Within the data below, find the string "down" and return each line where it occurs.

*** DATA FOR THE TASK ***

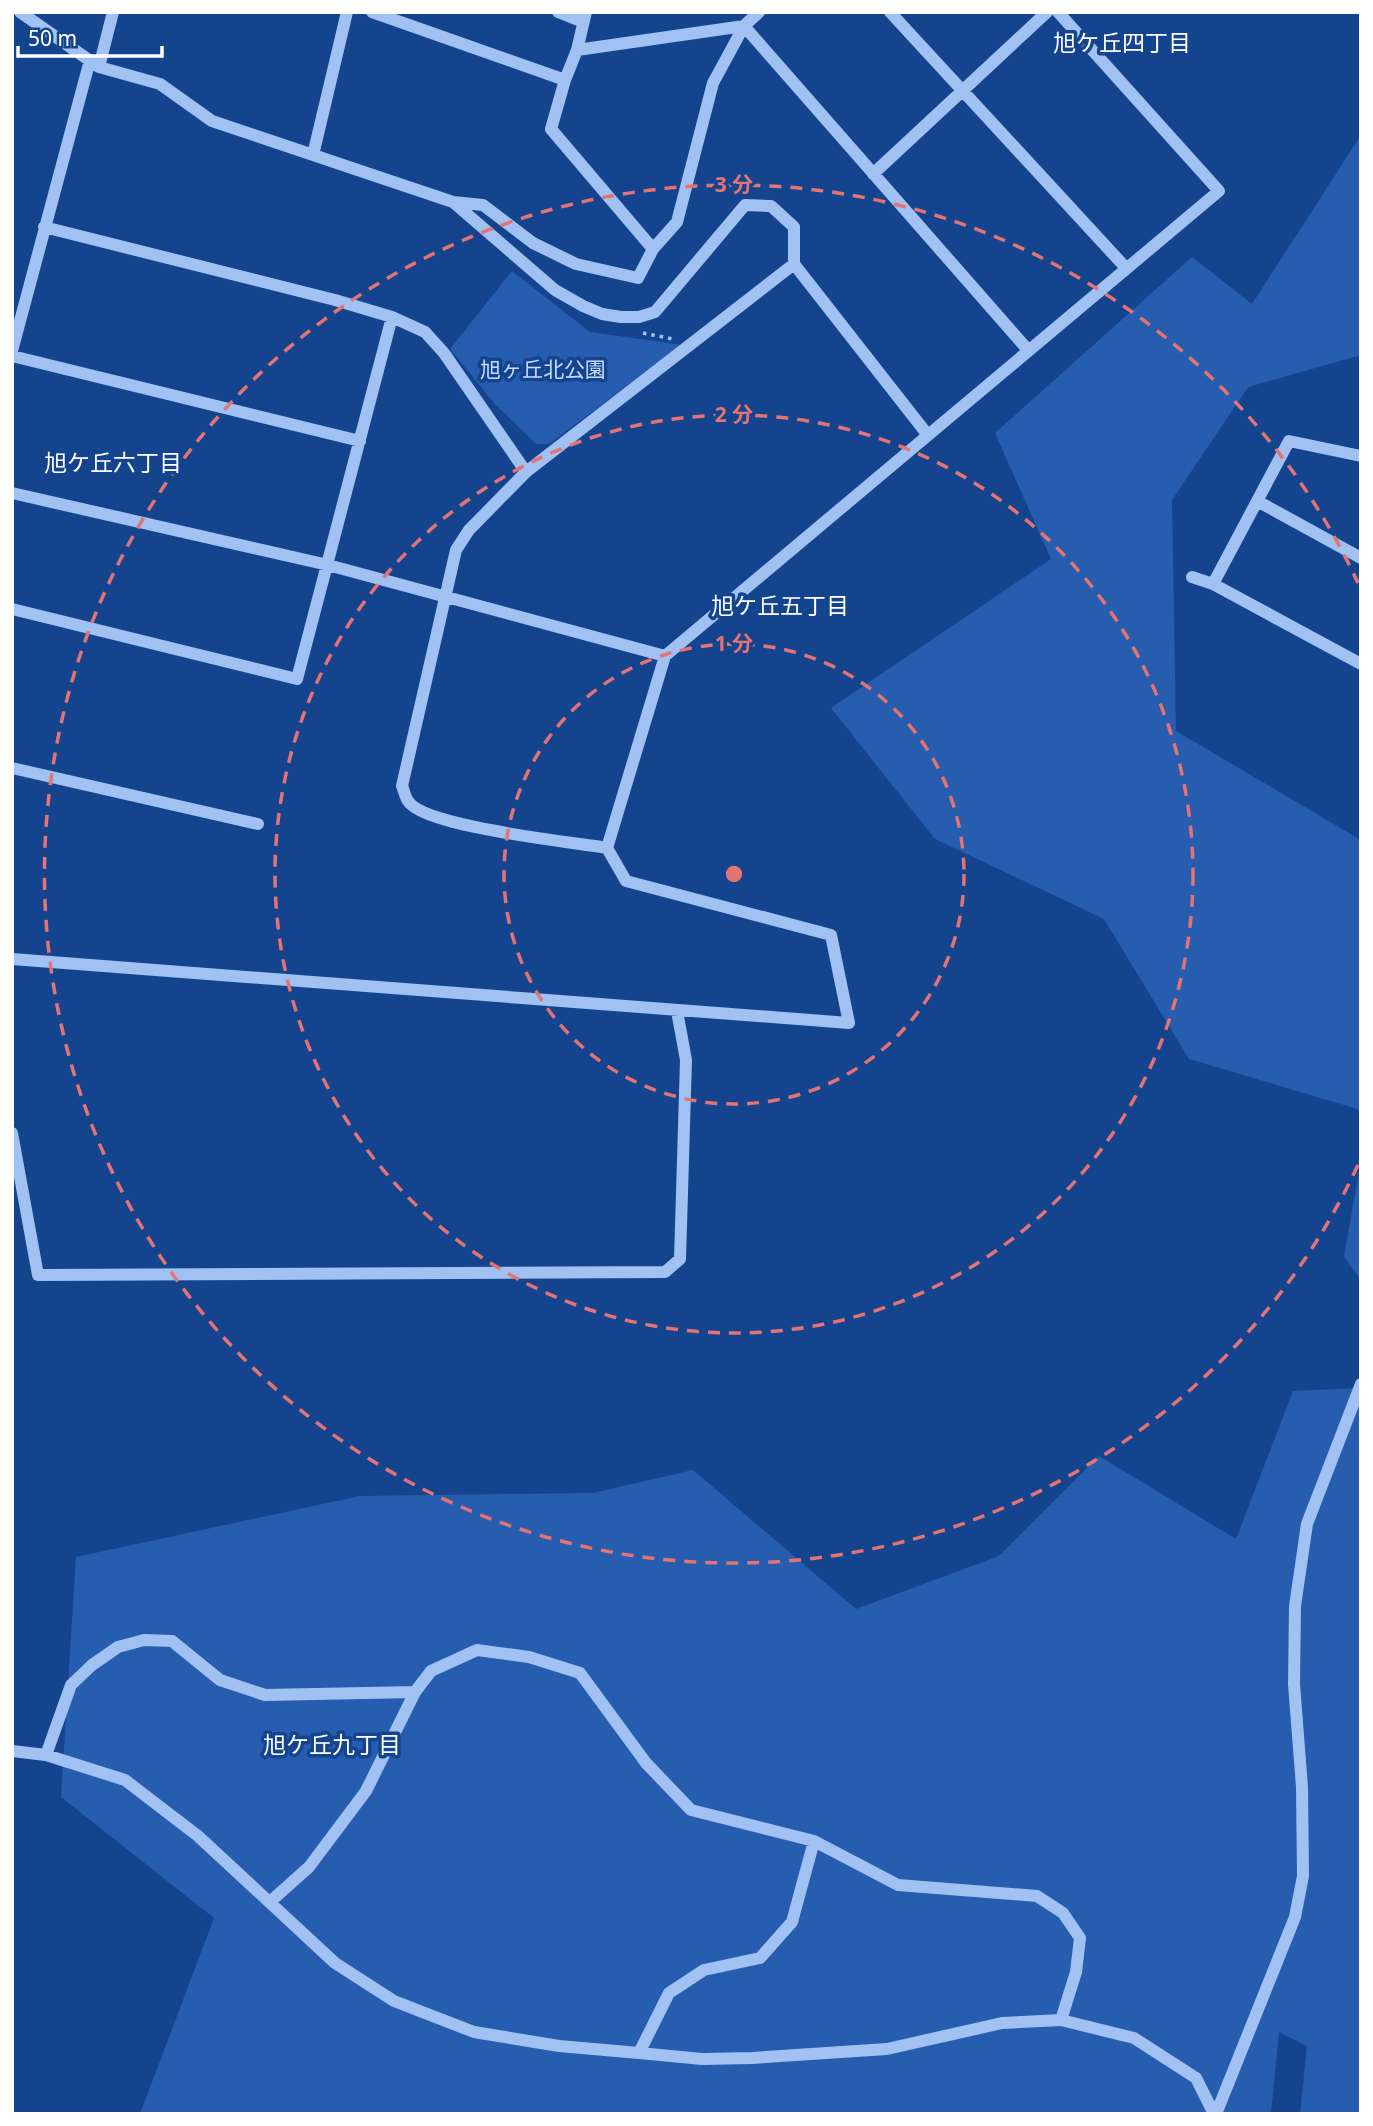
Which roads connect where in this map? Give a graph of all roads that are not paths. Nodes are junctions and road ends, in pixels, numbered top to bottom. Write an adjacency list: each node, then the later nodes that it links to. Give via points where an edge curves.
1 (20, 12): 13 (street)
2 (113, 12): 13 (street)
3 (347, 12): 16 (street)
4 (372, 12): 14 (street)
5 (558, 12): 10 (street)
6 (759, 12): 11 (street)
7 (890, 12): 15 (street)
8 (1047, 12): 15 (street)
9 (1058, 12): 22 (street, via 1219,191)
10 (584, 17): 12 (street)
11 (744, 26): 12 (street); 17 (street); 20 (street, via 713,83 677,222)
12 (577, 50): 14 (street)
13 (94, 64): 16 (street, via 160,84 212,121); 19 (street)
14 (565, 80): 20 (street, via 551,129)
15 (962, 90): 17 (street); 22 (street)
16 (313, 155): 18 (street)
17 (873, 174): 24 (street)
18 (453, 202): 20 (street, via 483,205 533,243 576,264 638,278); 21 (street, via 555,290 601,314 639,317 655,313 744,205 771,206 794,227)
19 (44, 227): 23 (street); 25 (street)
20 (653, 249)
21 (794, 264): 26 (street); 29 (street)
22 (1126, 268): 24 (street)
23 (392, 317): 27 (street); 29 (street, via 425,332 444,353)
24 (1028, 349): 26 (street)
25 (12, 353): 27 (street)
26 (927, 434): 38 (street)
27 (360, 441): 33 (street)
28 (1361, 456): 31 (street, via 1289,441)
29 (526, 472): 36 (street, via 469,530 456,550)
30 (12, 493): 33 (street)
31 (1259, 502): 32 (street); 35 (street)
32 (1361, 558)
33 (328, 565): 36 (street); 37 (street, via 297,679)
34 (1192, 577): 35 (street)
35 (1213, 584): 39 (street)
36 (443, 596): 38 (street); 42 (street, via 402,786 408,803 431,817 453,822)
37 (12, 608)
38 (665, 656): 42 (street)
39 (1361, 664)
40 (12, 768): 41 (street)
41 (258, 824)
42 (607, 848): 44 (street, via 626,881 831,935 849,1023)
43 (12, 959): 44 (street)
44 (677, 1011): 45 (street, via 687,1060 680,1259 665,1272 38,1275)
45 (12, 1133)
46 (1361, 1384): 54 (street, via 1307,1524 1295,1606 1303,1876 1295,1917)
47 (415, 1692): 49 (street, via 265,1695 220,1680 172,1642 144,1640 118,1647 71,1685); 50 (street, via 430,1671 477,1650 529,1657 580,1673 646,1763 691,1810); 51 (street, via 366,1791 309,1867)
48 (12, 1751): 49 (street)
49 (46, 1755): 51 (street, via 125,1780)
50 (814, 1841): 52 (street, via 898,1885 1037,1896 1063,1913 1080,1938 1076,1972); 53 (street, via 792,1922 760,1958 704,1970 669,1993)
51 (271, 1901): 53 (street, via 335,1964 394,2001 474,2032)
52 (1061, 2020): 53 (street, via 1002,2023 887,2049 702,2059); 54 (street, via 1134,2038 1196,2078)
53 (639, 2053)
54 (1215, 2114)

*** End of DATA FOR THE TASK ***
*** DATA FOR THE TASK ***

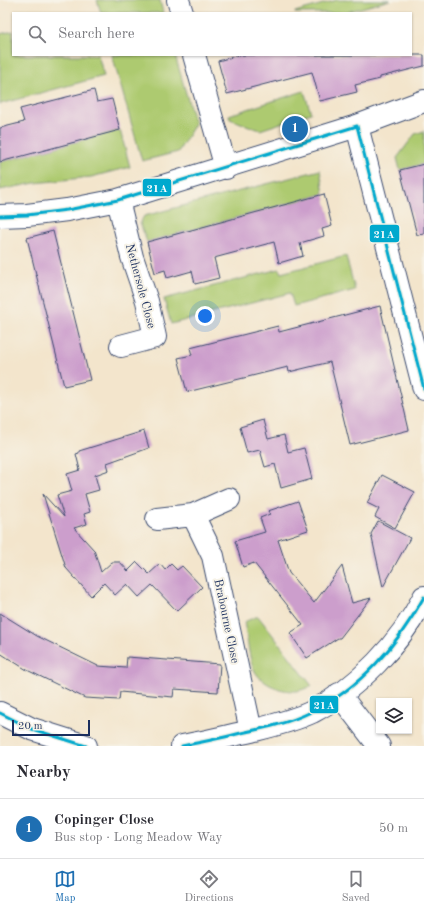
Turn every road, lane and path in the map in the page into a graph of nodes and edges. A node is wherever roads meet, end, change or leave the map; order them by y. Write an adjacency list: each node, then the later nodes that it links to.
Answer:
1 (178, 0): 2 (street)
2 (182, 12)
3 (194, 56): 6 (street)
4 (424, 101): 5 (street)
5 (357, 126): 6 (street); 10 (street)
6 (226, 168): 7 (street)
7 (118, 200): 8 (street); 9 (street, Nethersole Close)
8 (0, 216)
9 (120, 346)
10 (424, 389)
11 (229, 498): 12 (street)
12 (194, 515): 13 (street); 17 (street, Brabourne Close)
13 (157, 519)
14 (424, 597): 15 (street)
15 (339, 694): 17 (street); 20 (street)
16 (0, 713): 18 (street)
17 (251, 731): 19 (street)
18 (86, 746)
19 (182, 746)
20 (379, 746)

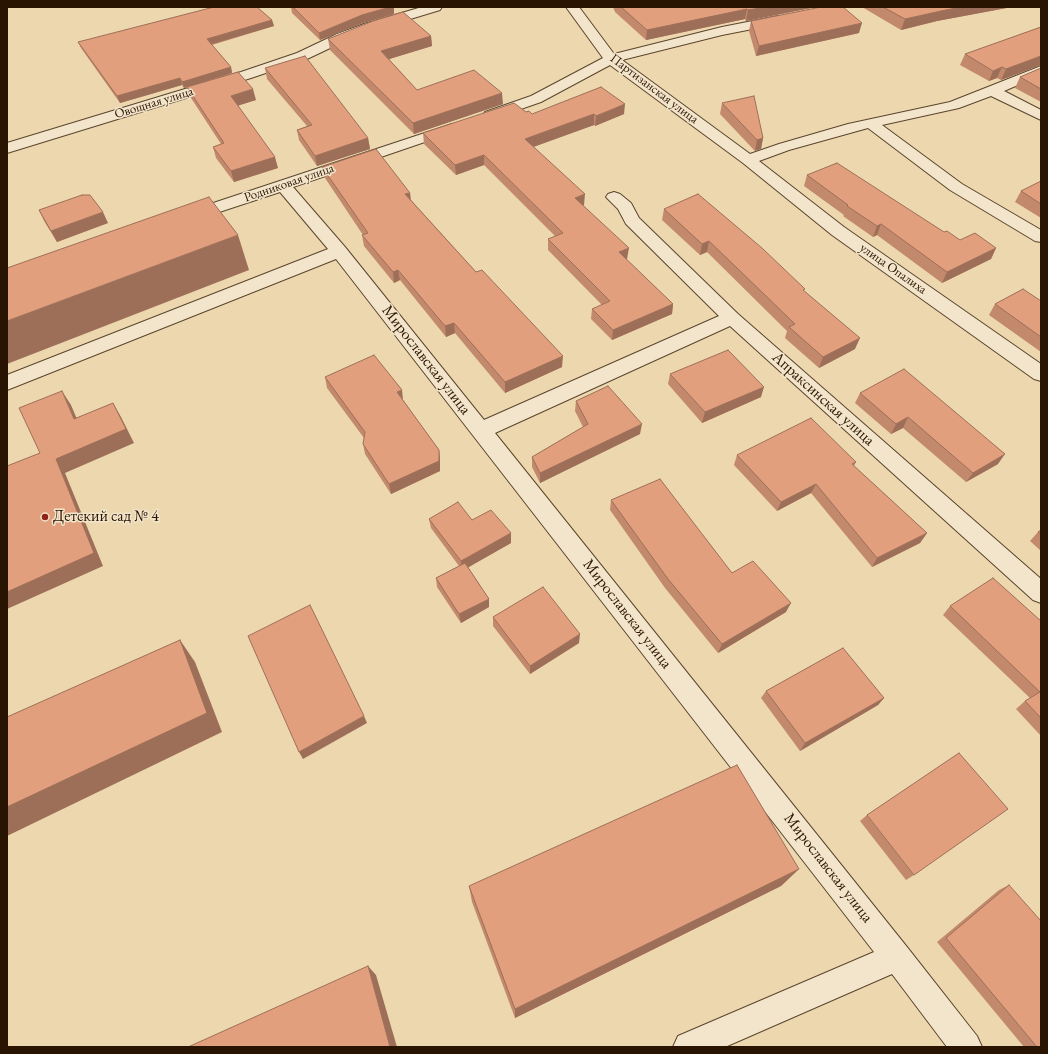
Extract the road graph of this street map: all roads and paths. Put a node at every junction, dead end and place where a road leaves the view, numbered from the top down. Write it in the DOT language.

*** End of DATA FOR THE TASK ***
*** DATA FOR THE TASK ***

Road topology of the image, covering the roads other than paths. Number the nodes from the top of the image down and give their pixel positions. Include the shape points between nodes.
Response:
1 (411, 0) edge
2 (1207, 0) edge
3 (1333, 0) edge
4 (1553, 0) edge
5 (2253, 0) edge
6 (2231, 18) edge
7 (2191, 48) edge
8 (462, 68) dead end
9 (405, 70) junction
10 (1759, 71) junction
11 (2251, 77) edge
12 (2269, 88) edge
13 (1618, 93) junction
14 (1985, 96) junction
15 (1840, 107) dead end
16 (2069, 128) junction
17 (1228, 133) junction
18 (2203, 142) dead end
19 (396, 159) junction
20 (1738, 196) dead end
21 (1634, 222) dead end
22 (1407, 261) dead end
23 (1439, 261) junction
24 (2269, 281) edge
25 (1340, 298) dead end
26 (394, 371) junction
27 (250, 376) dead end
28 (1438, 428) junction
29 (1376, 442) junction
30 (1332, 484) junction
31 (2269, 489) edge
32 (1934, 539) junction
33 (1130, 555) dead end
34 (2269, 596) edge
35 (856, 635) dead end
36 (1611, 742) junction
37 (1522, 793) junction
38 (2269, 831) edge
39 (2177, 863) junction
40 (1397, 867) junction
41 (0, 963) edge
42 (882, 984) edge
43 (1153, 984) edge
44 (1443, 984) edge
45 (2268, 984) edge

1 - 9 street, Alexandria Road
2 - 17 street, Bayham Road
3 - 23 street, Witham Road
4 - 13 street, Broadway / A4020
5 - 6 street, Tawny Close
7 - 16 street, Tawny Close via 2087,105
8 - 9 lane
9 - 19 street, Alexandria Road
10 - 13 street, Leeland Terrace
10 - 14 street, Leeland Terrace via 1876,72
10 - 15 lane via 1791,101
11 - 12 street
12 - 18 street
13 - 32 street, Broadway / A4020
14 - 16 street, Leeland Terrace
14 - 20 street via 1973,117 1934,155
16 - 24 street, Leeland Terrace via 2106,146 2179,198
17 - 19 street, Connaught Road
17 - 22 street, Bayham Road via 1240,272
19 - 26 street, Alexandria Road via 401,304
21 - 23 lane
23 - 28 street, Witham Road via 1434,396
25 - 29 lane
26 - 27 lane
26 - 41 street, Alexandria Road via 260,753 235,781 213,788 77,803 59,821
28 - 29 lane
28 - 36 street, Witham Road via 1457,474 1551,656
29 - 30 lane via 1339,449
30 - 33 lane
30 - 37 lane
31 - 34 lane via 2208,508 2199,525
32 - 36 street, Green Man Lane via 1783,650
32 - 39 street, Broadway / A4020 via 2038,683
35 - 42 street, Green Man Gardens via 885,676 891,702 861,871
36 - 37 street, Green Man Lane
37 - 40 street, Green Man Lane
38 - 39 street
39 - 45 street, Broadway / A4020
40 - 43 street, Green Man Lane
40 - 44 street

*** End of DATA FOR THE TASK ***

§ ANSWER
Extract the road graph of this street map: all roads and paths. Put a node at every junction, dead end and place where a road leaves the view, numbered from the top down. Write it in the DOT language.
Road topology of the image, covering the roads other than paths. Number the nodes from the top of the image down and give their pixel positions. Include the shape points between nodes.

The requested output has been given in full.